Borderline resectable and resectable pancreatic cancer phase III trials
PREOPANC
The PREOPANC trial, reported in 2020, randomised 246 patients with borderline resectable pancreatic cancer (BRPC) to either upfront surgery or preoperative CRT (36 Gy in 15 fractions) with gemcitabine (1000 mg/m2) preceded and followed by 2 doses of gemcitabine.r The RT dose was based on an earlier phase II dose escalation trial.r This study used high dose gemcitabine and hence a lower dose of radiation therapy. RT involved simulation with 4DCT and IV contrast. There was no elective lymph node irradiation. Full dose CT was standard. Pre-operative CRT did not show a significant OS benefit, but secondary endpoints and pre-defined subgroup analysis suggest an advantage from the neoadjuvant approach. Median OS by intention to treat (ITT) was 16 months for neoadjuvant CRT vs 14.3 months with immediate surgery. The R0 resection rate was 71% vs 40% respectively (p <0.001). Neoadjuvant CRT was associated with significantly improved disease free survival (DFS) locoregional control and significantly lower rates of pathologic lymph nodes, perineural invasion and venous invasion. Patients who underwent tumour resection and received adjuvant CT showed improved OS with neoadjuvant CRT (35.2 months vs 19.8 months, p = 0.029).

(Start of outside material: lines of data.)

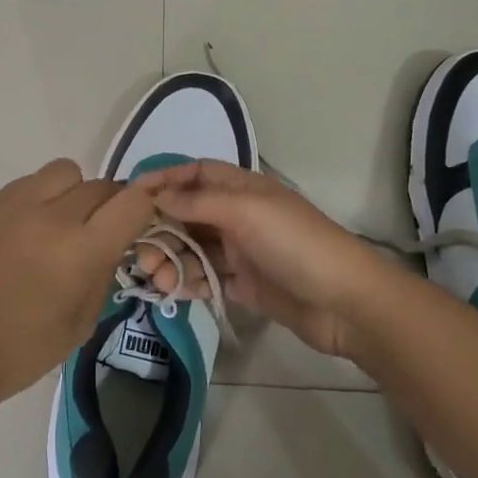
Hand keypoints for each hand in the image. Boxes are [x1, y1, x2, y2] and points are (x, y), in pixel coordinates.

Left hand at [0, 158, 157, 414]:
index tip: (141, 226)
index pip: (134, 201)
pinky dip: (44, 195)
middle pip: (103, 185)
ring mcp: (17, 204)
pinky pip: (32, 181)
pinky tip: (31, 229)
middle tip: (101, 235)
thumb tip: (111, 246)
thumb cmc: (18, 352)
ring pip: (67, 171)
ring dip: (76, 192)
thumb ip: (103, 275)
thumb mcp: (79, 324)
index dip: (146, 209)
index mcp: (80, 250)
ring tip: (64, 225)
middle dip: (113, 207)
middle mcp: (52, 215)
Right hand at [132, 160, 400, 361]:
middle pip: (188, 214)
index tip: (130, 197)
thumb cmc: (296, 244)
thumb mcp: (246, 212)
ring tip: (155, 279)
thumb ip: (198, 202)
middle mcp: (238, 215)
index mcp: (242, 188)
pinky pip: (207, 278)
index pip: (195, 174)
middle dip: (160, 229)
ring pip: (194, 248)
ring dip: (171, 260)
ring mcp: (242, 251)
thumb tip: (157, 195)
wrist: (347, 303)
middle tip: (140, 253)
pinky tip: (172, 292)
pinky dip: (188, 282)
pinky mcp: (245, 285)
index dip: (164, 180)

Borderline resectable and resectable pancreatic cancer phase II trials
Jang et al. 2018 reported on the first prospective randomised control trial (RCT) evaluating the oncological benefits of a neoadjuvant strategy.r In this phase II/III multi-centre RCT, 110 patients with BRPC were to be randomised to neoadjuvant CRT (54 Gy) followed by surgery or upfront surgery followed by CRT in four large-volume centres in Korea. The trial accrued 58 patients and was terminated early due to statistical significance. In the ITT analysis, the 2-year survival and median survival was significantly better in the neoadjuvant CRT than the upfront surgery group (40.7%, 21 months vs 26.1%, 12 months with (HR 1.495, 95% CI: 0.66 – 3.36, p = 0.028]). R0 resection rate was also significantly higher in the neoadjuvant CRT group than upfront surgery (51.8% vs 26.1%, p = 0.004).
Murphy et al. 2019 reported on a phase II trial of total neoadjuvant therapy with FOLFIRINOX followed by individualised chemotherapy for BRPC (n = 49).r Patients were given 8 cycles of FOLFIRINOX and were then restaged. Patients with resolution of vascular involvement received short-course CRT (25 Gy delivered in 5 Gy fractions using protons) with capecitabine. Patients with persistent vascular involvement received long-course CRT with 5-FU or capecitabine. The R0 resection rate was reported as 61%.